● **RECORDS FOR THIS EXERCISE**
--- START ---

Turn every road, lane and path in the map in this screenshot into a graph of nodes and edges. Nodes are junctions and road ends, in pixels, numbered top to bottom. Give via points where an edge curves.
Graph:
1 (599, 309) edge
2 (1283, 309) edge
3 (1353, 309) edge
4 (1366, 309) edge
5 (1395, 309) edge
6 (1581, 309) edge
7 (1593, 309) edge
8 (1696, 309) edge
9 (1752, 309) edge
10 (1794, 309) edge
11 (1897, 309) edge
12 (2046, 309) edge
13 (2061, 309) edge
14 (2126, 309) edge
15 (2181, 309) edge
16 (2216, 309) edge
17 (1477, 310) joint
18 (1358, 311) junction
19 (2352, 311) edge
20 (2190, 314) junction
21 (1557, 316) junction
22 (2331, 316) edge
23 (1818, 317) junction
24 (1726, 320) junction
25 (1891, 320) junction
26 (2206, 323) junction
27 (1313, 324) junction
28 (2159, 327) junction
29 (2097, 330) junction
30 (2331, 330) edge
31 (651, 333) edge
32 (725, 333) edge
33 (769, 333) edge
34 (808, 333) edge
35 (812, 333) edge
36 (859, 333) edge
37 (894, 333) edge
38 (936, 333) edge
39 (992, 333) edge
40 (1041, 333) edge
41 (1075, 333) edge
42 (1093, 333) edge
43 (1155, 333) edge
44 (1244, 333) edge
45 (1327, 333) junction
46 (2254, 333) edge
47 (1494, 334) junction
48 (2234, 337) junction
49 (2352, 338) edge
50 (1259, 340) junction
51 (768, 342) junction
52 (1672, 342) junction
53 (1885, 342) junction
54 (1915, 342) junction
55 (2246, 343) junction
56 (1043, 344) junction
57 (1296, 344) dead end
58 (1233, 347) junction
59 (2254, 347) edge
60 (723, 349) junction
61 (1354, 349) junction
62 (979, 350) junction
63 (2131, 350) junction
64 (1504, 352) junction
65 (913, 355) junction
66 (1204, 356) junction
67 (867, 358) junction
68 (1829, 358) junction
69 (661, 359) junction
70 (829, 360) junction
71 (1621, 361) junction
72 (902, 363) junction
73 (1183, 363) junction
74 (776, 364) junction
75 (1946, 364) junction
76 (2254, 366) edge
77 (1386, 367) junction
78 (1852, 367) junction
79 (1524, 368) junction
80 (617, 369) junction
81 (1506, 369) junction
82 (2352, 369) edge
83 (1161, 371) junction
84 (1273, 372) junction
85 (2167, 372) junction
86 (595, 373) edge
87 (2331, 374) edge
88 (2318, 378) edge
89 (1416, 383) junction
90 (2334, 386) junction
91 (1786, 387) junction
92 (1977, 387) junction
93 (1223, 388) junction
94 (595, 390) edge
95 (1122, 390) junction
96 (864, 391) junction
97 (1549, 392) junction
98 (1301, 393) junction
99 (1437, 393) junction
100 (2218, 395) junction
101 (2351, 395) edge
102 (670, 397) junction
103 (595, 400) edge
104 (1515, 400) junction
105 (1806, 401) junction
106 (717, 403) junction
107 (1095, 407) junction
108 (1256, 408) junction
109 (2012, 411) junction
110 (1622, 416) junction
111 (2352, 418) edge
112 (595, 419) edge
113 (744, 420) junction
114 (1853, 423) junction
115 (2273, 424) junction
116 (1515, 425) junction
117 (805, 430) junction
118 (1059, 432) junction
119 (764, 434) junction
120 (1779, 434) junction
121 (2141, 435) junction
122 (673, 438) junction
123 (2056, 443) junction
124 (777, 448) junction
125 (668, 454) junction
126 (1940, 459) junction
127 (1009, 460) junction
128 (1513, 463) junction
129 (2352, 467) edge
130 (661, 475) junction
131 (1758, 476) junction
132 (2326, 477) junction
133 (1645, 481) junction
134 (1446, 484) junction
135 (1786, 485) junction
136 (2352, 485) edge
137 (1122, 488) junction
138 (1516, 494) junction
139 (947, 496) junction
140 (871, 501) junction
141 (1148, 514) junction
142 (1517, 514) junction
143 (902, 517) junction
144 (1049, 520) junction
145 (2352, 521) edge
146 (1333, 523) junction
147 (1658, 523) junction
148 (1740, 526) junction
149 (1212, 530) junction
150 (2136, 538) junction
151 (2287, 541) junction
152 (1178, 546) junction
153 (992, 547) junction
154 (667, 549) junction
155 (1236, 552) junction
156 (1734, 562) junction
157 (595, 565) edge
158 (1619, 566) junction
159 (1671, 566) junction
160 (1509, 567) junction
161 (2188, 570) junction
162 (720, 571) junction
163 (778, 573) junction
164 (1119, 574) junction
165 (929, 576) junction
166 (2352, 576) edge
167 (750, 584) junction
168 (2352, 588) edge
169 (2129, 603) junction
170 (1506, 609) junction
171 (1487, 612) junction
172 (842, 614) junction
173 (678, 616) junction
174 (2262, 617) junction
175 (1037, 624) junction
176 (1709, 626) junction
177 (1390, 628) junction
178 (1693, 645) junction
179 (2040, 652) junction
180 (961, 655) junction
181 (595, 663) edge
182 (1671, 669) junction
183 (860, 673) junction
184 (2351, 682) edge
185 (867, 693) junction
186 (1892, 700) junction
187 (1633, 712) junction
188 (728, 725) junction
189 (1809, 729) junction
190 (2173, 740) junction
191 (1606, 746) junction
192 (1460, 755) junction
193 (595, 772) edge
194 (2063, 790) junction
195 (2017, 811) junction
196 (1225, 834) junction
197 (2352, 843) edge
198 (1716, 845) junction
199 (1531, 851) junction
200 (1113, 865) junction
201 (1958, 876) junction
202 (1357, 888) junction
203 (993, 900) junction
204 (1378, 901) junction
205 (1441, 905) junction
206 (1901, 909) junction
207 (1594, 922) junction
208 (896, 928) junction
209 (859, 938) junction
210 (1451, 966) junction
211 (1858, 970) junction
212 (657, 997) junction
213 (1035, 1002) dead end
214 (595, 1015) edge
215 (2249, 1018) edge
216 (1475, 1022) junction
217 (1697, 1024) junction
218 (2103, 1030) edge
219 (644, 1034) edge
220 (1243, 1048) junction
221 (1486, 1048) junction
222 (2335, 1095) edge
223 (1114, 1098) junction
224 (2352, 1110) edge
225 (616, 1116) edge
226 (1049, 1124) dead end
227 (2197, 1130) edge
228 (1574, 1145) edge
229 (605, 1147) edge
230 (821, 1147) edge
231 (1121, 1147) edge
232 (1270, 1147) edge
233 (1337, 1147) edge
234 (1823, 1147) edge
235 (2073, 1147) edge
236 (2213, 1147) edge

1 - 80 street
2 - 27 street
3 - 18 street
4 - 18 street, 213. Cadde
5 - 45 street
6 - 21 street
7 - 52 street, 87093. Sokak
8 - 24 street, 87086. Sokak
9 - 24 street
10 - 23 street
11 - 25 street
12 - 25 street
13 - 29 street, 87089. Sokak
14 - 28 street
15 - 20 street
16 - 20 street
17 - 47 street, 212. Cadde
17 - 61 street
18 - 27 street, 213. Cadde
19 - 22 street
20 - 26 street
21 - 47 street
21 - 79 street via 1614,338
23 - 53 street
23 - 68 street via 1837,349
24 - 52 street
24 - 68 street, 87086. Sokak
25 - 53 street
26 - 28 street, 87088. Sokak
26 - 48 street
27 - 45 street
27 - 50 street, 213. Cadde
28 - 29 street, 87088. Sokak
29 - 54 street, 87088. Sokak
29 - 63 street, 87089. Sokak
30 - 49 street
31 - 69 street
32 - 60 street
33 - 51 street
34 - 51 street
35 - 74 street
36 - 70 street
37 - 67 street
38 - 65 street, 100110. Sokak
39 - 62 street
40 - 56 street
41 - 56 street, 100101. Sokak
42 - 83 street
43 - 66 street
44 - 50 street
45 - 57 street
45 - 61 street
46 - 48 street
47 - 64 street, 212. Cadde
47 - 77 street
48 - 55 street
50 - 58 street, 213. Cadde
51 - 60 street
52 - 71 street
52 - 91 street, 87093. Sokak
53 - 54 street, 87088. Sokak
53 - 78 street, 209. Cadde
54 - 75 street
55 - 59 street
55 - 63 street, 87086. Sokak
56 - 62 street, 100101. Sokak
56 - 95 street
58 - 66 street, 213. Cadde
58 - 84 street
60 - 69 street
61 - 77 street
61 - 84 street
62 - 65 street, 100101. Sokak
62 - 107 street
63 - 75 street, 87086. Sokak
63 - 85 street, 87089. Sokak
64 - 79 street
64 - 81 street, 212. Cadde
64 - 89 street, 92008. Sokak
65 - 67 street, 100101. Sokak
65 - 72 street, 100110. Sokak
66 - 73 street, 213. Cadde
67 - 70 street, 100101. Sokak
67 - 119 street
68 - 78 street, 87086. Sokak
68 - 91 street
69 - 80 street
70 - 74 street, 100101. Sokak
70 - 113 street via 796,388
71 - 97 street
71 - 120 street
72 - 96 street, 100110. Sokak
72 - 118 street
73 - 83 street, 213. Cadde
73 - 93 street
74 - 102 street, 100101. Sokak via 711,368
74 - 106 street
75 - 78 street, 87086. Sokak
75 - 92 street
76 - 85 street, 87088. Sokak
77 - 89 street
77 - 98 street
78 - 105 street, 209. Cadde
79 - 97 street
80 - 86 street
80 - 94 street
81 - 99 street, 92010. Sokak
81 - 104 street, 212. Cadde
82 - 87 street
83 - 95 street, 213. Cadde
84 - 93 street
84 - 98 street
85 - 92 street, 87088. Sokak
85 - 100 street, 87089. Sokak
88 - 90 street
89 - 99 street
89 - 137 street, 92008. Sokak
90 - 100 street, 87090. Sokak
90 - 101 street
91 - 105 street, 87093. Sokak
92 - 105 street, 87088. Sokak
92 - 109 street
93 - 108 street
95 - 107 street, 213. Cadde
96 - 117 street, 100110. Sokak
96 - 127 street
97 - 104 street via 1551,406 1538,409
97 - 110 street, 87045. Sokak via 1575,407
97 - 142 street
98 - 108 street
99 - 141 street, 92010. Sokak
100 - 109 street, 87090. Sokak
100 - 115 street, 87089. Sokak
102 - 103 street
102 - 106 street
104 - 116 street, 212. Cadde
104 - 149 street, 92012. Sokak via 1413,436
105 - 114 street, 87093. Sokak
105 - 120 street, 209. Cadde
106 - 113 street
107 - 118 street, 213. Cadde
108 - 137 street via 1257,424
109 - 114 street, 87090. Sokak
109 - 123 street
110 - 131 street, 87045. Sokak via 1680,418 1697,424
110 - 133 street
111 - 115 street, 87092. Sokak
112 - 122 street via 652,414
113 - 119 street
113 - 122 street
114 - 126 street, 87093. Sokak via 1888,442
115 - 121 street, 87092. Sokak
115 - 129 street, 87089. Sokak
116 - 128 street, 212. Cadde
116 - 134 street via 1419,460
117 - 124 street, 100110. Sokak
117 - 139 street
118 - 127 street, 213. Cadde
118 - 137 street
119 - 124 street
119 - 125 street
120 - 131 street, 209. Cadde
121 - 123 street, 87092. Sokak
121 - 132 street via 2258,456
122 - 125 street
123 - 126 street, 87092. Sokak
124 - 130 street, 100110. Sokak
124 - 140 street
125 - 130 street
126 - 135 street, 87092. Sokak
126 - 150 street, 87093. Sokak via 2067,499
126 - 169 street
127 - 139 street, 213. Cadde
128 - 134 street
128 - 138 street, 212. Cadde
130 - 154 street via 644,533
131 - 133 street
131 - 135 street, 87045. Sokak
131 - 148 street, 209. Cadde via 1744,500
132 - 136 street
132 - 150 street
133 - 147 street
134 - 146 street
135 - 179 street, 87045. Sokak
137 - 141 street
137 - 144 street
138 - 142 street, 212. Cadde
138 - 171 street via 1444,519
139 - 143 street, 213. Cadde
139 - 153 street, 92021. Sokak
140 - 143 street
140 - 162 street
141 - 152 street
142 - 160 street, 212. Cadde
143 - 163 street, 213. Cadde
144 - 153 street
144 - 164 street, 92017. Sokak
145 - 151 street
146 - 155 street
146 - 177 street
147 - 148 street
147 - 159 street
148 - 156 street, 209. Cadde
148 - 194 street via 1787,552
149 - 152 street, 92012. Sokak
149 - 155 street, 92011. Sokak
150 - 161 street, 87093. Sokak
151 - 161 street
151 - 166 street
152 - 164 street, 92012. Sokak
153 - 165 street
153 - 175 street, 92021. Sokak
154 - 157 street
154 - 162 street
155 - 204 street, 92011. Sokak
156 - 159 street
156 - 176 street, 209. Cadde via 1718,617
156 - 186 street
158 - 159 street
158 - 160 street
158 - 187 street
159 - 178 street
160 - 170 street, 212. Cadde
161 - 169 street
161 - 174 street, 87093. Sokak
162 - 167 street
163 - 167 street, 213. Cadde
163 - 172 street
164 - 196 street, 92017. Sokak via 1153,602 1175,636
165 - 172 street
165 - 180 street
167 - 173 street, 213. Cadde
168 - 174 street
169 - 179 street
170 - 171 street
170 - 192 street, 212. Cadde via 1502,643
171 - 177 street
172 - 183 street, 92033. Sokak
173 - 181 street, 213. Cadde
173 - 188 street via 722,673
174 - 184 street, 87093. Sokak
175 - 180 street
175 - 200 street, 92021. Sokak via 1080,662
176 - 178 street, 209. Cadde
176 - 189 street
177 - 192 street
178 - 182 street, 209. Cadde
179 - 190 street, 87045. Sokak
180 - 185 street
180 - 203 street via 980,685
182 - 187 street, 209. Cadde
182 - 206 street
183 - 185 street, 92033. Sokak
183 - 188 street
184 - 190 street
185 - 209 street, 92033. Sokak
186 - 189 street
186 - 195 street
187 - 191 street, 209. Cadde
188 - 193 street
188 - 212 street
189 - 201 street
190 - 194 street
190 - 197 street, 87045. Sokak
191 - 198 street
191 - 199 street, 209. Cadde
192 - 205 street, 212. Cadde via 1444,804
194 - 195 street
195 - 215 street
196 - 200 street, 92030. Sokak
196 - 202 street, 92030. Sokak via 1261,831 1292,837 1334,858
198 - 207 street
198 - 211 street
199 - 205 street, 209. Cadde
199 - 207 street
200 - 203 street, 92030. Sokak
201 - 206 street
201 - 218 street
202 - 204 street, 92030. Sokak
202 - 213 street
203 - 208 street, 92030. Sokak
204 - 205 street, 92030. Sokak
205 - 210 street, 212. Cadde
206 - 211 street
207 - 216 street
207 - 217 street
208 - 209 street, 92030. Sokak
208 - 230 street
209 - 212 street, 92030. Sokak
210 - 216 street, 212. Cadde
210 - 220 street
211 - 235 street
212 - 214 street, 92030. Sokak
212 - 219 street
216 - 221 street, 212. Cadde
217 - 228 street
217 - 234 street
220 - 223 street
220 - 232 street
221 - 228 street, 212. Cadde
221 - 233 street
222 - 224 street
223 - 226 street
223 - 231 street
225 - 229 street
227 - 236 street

--- END ---

● **PROBLEM DESCRIPTION**
Only lines that contain the string "dead" count; pick each one out of the records and copy it.

● **EXERCISE RESULT**
57 (1296, 344) dead end
213 (1035, 1002) dead end
226 (1049, 1124) dead end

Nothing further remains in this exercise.